KUALA LUMPUR, Jan 21 — Hindu mother M. Indira Gandhi has reportedly expressed her gratitude to outgoing chief justice Tun Tengku Maimun Tuan Mat for reiterating that the fight for her unilaterally converted child was not about religion.
Free Malaysia Today cited her saying that the case was always about a mother being deprived of her daughter right from the beginning.
“I am thankful to Tengku Maimun for remembering what this case is really about,” she was quoted saying.
“Prasana Diksa is going to be 17 years old this year. I’ve been separated from my daughter for way too long.”
Indira said that despite the landmark decision, she is still not reunited with her abducted daughter due to lack of enforcement.
“Many thought the Federal Court decision meant I would get my daughter back. But this case is far from over and the authorities have been silent.
“I have done everything I can from a legal perspective, but this is injustice,” she reportedly said.
Yesterday, Tengku Maimun told a Universiti Malaya event that the case of Indira Gandhi was a pivotal case in her career.

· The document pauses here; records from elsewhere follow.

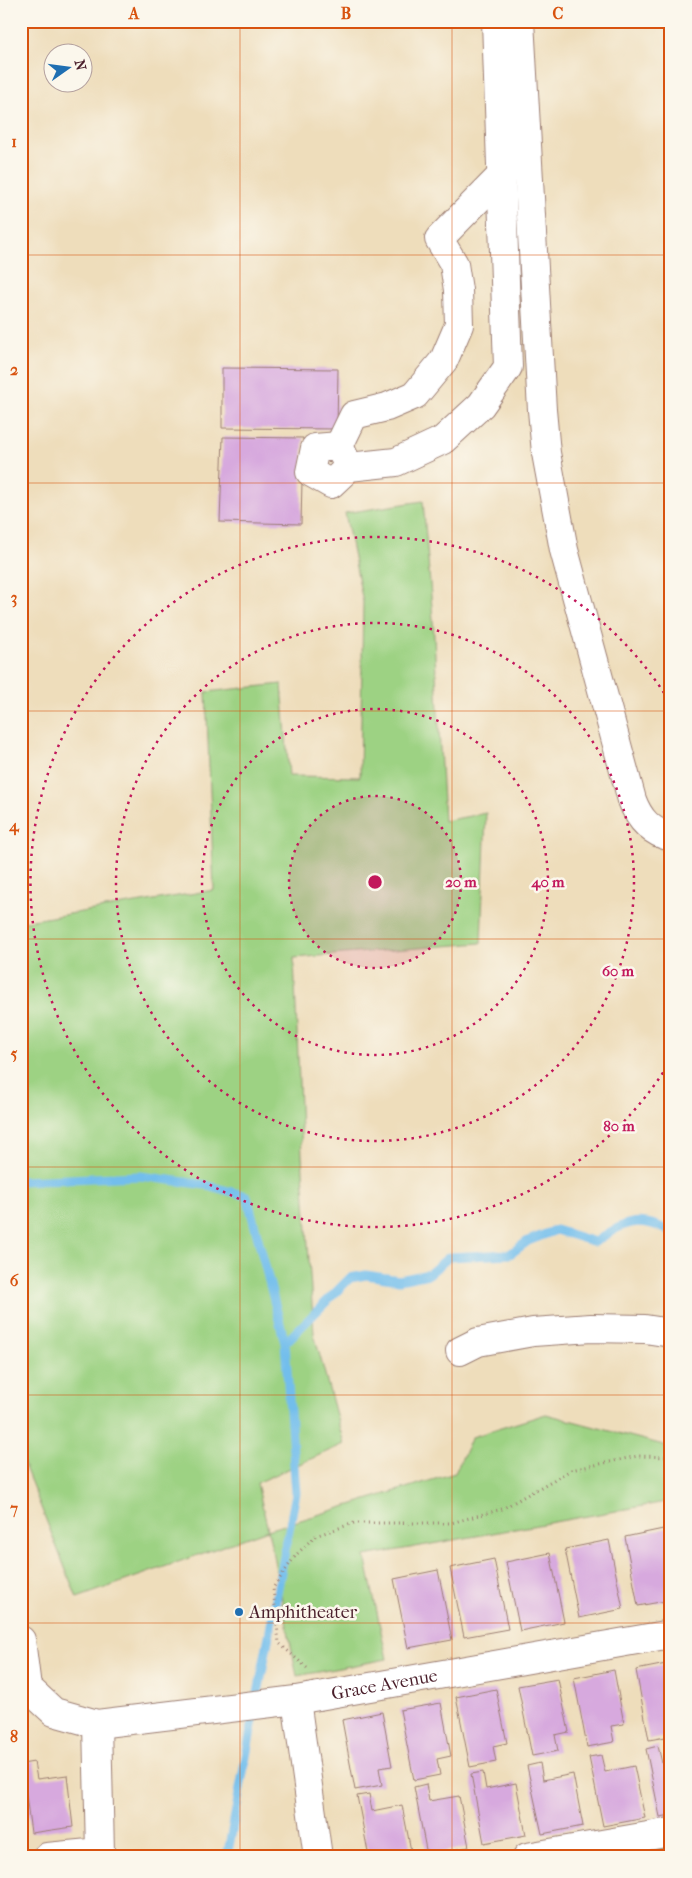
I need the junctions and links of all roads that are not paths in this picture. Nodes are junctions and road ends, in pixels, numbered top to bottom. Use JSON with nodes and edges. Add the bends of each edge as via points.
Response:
{"nodes":[{"id":1,"x":496,"y":21,"type":"edge"},
{"id":2,"x":520,"y":21,"type":"edge"},
{"id":3,"x":501,"y":176,"type":"junction"},
{"id":4,"x":671,"y":837,"type":"edge"},
{"id":5,"x":671,"y":1333,"type":"edge"},
{"id":6,"x":460,"y":1352,"type":"dead end"},
{"id":7,"x":671,"y":1634,"type":"edge"},
{"id":8,"x":22,"y":1637,"type":"edge"},
{"id":9,"x":296,"y":1700,"type":"junction"},
{"id":10,"x":97,"y":1724,"type":"junction"},
{"id":11,"x":671,"y":1832,"type":"edge"},
{"id":12,"x":47,"y":1857,"type":"edge"},
{"id":13,"x":318,"y":1857,"type":"edge"},
{"id":14,"x":527,"y":1857,"type":"edge"}],
"edges":[{"from":1,"to":3,"type":"street"},
{"from":2,"to":4,"type":"street","via":[[542,410],[553,497],[566,558],[632,800],[650,828]]},
{"from":3,"to":3,"type":"street","via":[[508,367],[481,406],[443,440],[396,462],[344,456],[354,415],[388,407],[415,395],[444,360],[459,325],[458,290],[454,264],[439,239]]},
{"from":5,"to":6,"type":"street","via":[[591,1328],[533,1332],[478,1342]]},
{"from":7,"to":9,"type":"street","name":"Grace Avenue"},
{"from":8,"to":10,"type":"street","via":[[27,1687],[54,1712]]},
{"from":9,"to":10,"type":"street","name":"Grace Avenue"},
{"from":9,"to":13,"type":"street"},
{"from":10,"to":12,"type":"street","via":[[100,1852]]},
{"from":11,"to":14,"type":"street"}]}
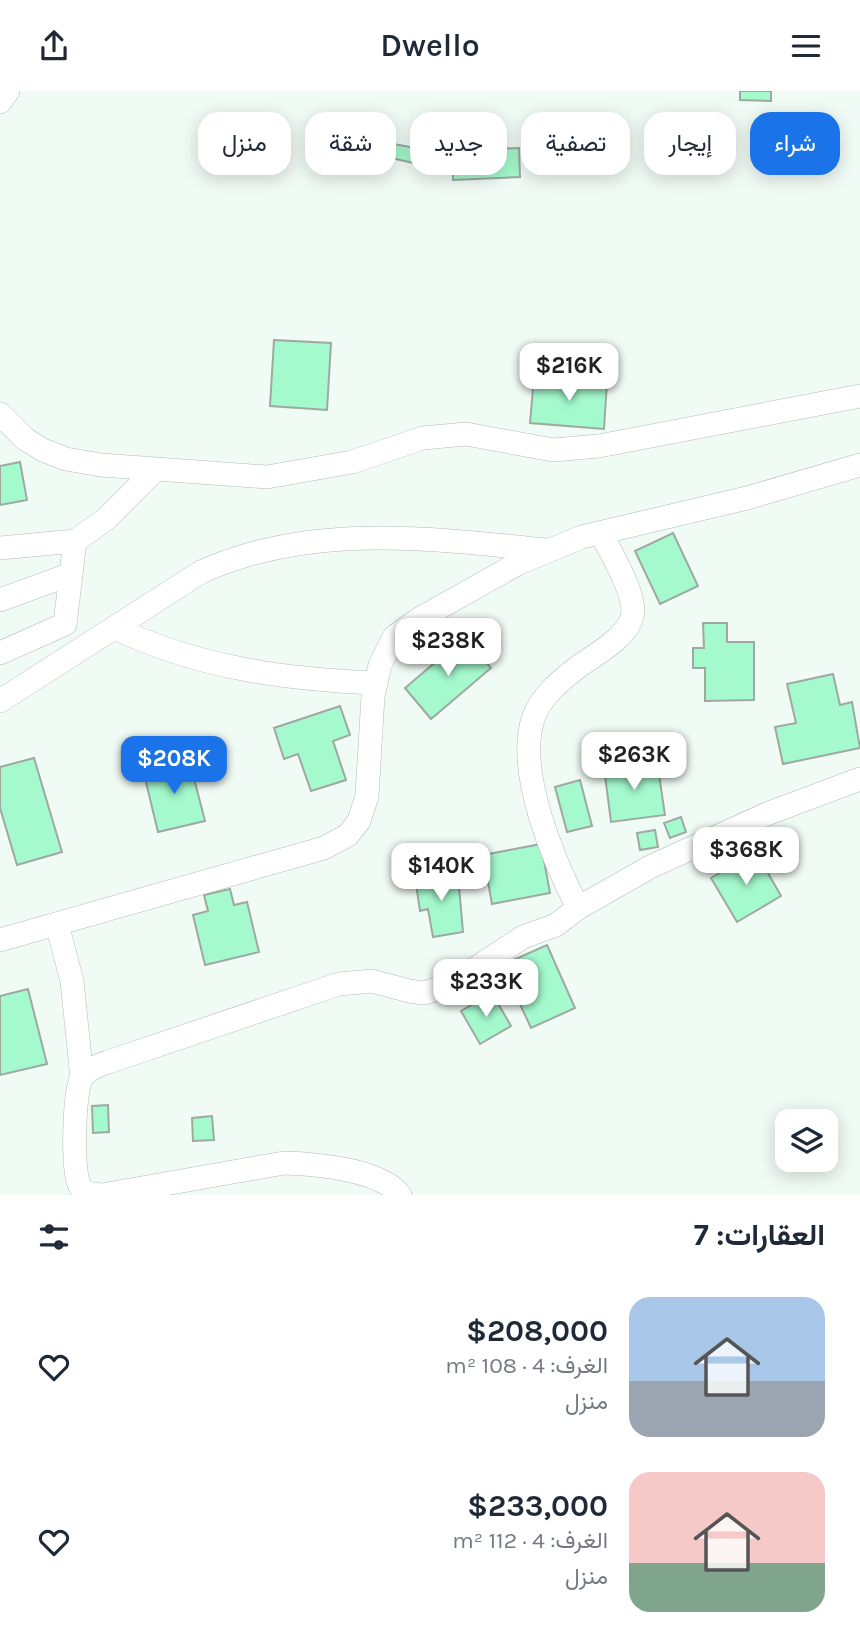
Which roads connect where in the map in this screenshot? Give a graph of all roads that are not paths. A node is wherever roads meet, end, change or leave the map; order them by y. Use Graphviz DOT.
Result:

She made it clear that the case has nothing to do with principles of Islam as the couple’s marriage was registered under civil law.
In her legal battle for her children, Indira had pursued the matter all the way to the Federal Court, where she succeeded in securing a decision annulling the unilateral conversion of her children and effectively made the practice unlawful and unconstitutional.
Yet, her watershed legal victory has been scant consolation for Indira, as authorities have made no headway in returning Prasana to her since the girl’s abduction in 2009.
That year, Indira’s ex-husband, Muhammad Riduan, formerly known as K. Pathmanathan, embraced Islam and converted all three of his children with Indira on April 2 the same year without her knowledge.
Muhammad Ridhuan abducted Prasana in 2009, when she was just 11 months’ old, shortly after converting to Islam.
After a protracted court battle, the Federal Court in January 2018 finally ruled that the unilateral conversions of Indira’s children were unlawful and unconstitutional.